Summary for busy people who can't be bothered to read it all:
Do not apologise for knowing something
others don't. Do not apologise for being right, ever!
I was nine
years old when my dad told me to stop apologising for being right.
It wasn't really something easy but it
happened fast because I was a little girl and I always did what my
daddy told me.
I was raised in a catholic school. For
those of you who don't know what a French Catholic school is like,
I'm not going to get into details here, I just want to talk about the
general issue of apologizing to give you some context.
The teaching about apology and
forgiveness goes like this:
If someone does something bad to you,
they are forced to apologise generally by a teacher and you are
supposed to forgive them. The apology prevents the child from being
punished because nothing is wrong if they are forgiven. The thing is
apologies aren't genuine and the forgiveness is forced too, since not
saying “I forgive you” would get you punished.
At home, it was the same. My mother
would enforce the rules and if my brother was miss-behaving toward
me, I always had to forgive him. I probably had to apologise too from
time to time though I would like to pretend I didn't.
I was at school and it was time for one
of my parents to come pick me up for lunch. I was waiting in the
recess area. I don't remember exactly how the conversation came about
but I know we were discussing birthdays. I was born on the 17th
and another girl was also born on the 17th even though
months apart. She decided that it was unacceptable.

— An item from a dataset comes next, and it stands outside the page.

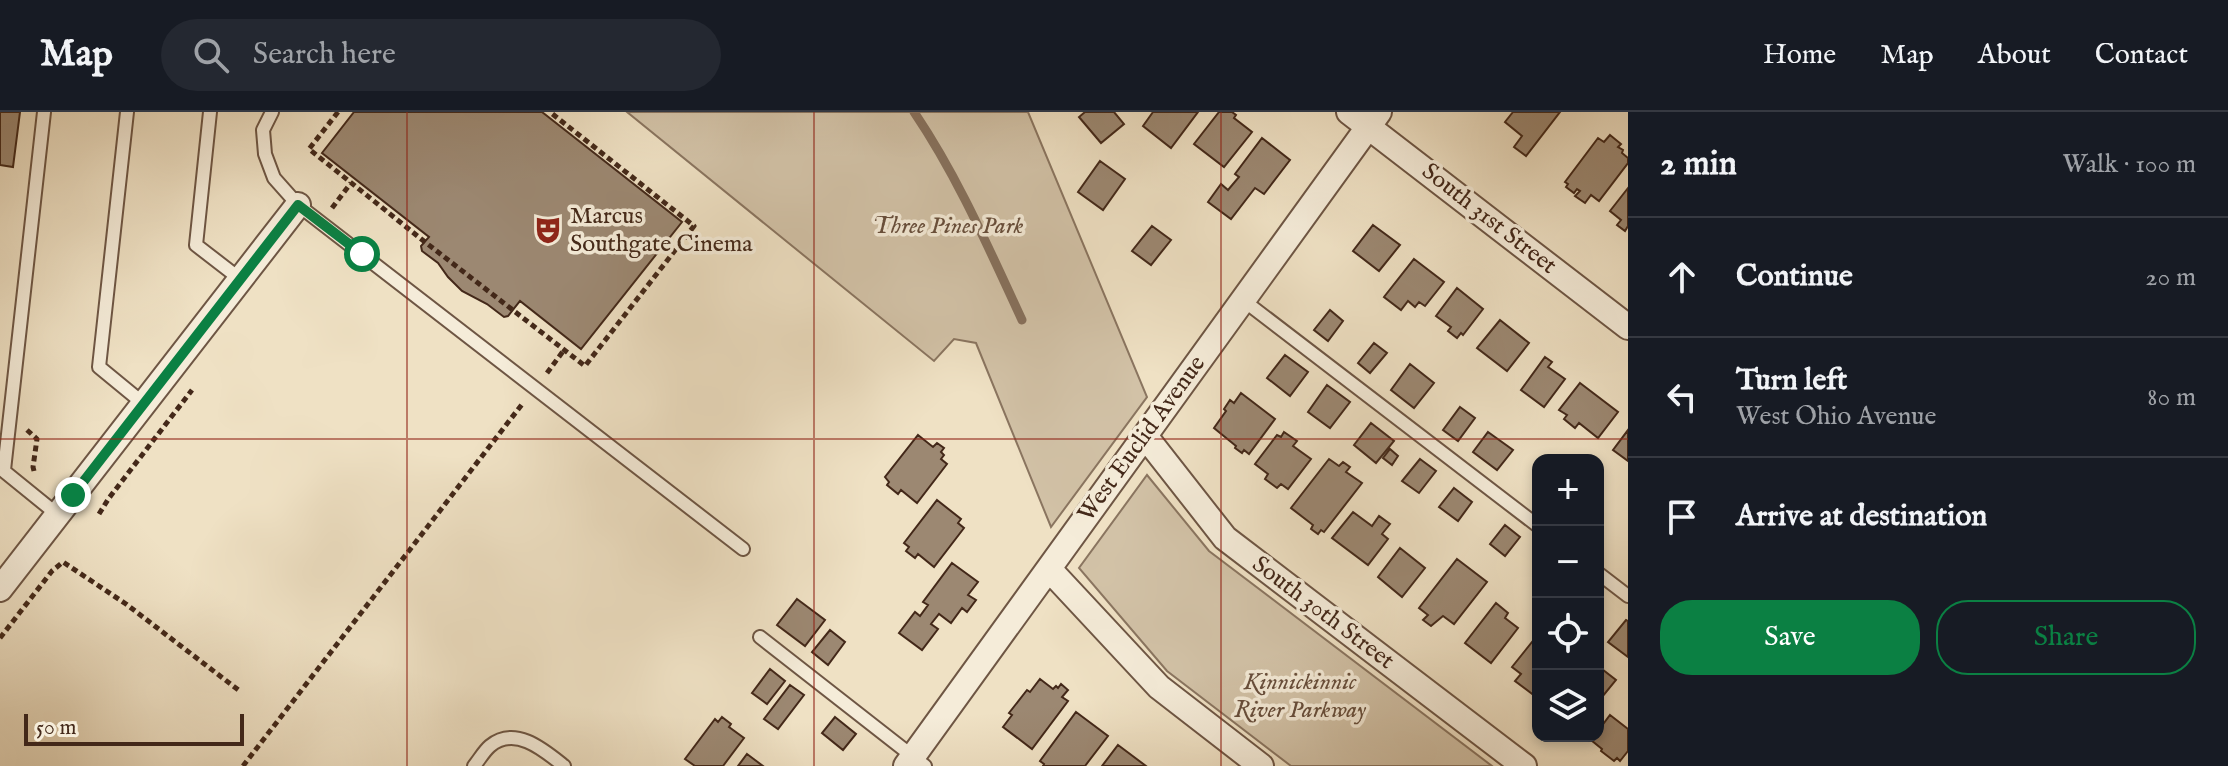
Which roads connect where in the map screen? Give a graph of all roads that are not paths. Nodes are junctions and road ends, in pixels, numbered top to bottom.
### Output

She told me I couldn't be born on the
17th because she was.
I said that several babies could be
born on the same day, like twins and that we weren't even born on the
same month.
“But 17 is my number”, she said,
“only I am born on the 17th, you are not.”
“But I am,” I answered.
Then three of her friends came over and
they started to tell me how impossible that was, that everyone had a
different number for their birthday and that mine couldn't be 17
since it was her number.
And here I was. “I'm sorry, I didn't
do it on purpose but I was born on the 17th too. I'm
sorry, I'm sorry.” And of course I started crying out of
frustration because I knew my birthday for a fact but I had four
people in front of me telling be I was wrong. I think I was really
starting to doubt myself.
Then my father arrived and of course
the other girls ran away, can't be caught making someone cry in front
of a parent, really. But he had heard parts of the conversation.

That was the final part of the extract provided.